G&A expenses for the years ended December 31, 2015 and 2014 included
non-cash stock-based compensation expenses of $1.6 million and $4.9
million, respectively. Excluding stock-based compensation, G&A expenses for
the years ended December 31, 2015 and 2014 were $6.0 million and $7.1
million, respectively.
* Cash Position: Cash, cash equivalents and marketable securities as of
December 31, 2015 were approximately $32.2 million, compared to $18.5
million as of December 31, 2014. In the first quarter of 2016, the Company
received approximately $17.5 million in proceeds from the exercise by
certain existing stockholders of warrants granted in connection with a
private placement in March 2015. Warrants with respect to a total of
3,039,514 shares of common stock were exercised at an exercise price of
$5.77 per share. As a result, Minerva expects that its cash, cash
equivalents and marketable securities will be sufficient to fund its
operations into the second quarter of 2017.

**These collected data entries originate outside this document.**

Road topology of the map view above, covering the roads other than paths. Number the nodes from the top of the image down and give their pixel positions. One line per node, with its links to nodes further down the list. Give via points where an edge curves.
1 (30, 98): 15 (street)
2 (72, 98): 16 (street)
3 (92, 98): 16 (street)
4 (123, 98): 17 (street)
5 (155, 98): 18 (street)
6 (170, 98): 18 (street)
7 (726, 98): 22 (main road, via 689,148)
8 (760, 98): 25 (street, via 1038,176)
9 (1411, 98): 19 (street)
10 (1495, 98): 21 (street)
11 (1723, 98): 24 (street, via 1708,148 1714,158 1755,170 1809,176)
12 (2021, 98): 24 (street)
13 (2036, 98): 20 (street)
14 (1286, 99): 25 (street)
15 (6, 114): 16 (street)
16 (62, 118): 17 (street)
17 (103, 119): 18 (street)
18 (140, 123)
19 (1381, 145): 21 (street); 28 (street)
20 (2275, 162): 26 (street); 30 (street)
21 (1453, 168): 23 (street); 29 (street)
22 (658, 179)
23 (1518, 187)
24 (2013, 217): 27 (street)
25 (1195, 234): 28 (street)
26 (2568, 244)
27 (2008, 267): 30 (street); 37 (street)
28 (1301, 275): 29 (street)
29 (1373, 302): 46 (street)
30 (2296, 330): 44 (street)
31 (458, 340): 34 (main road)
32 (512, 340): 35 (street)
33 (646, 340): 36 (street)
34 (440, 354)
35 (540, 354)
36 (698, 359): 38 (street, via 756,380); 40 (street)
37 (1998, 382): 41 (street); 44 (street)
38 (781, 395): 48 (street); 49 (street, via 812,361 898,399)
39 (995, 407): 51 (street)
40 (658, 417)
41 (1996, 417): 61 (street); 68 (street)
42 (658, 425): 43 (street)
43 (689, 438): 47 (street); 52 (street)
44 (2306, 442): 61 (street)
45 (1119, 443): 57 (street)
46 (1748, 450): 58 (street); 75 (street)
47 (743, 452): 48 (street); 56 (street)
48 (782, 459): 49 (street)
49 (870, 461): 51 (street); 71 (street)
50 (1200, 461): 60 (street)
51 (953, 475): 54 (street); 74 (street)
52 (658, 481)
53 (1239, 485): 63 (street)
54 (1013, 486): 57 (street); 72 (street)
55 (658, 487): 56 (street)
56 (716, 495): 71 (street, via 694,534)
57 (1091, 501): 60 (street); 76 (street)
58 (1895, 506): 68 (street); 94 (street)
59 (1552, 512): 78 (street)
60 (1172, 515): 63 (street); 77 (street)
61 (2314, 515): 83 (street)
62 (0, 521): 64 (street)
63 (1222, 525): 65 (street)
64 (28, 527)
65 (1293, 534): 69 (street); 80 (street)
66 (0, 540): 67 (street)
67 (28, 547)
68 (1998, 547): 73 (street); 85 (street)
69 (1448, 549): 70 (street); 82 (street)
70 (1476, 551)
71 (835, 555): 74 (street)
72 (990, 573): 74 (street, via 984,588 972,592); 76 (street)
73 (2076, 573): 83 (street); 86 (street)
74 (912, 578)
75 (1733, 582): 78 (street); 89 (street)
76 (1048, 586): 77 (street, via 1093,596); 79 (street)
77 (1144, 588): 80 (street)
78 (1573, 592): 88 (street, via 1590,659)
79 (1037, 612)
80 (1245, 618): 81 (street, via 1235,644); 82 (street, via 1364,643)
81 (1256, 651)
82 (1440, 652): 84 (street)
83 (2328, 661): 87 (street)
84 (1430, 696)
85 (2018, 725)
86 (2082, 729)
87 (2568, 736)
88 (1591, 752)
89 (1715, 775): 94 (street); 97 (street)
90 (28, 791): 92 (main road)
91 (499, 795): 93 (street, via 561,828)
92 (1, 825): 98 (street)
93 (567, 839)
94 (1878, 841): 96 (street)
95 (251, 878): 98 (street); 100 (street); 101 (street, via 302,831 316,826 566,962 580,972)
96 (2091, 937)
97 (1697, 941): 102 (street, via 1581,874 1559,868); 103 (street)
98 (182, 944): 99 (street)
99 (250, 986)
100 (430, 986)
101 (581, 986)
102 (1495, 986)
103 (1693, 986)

Conference Call Information:

Minerva Neurosciences will host a conference call and live audio webcast today
at 8:30 a.m. Eastern Time to discuss the quarter and recent business
activities. To participate, please dial (877) 312-5845 (domestic) or (765)
507-2618 (international) and refer to conference ID 49677445.

The live webcast can be accessed under "Events and Presentations" in the
Investors and Media section of Minerva's website at
ir.minervaneurosciences.com. The archived webcast will be available on the
website beginning approximately two hours after the event for 90 days.

About Minerva Neurosciences:

Minerva Neurosciences, Inc. is a clinical-stage biopharmaceutical company
focused on the development and commercialization of a portfolio of products
to treat CNS diseases. Minerva's proprietary compounds include: MIN-101, in
Phase IIb development for schizophrenia; MIN-202 (JNJ-42847922), in Phase IIa
and Phase Ib development for insomnia and adjunctive treatment of MDD,
respectively; MIN-117, in Phase IIa development for MDD; and MIN-301, in
pre-clinical development for Parkinson's disease. Minerva's common stock is
listed on the NASDAQ Global Market under the symbol "NERV." For more
information, please visitwww.minervaneu...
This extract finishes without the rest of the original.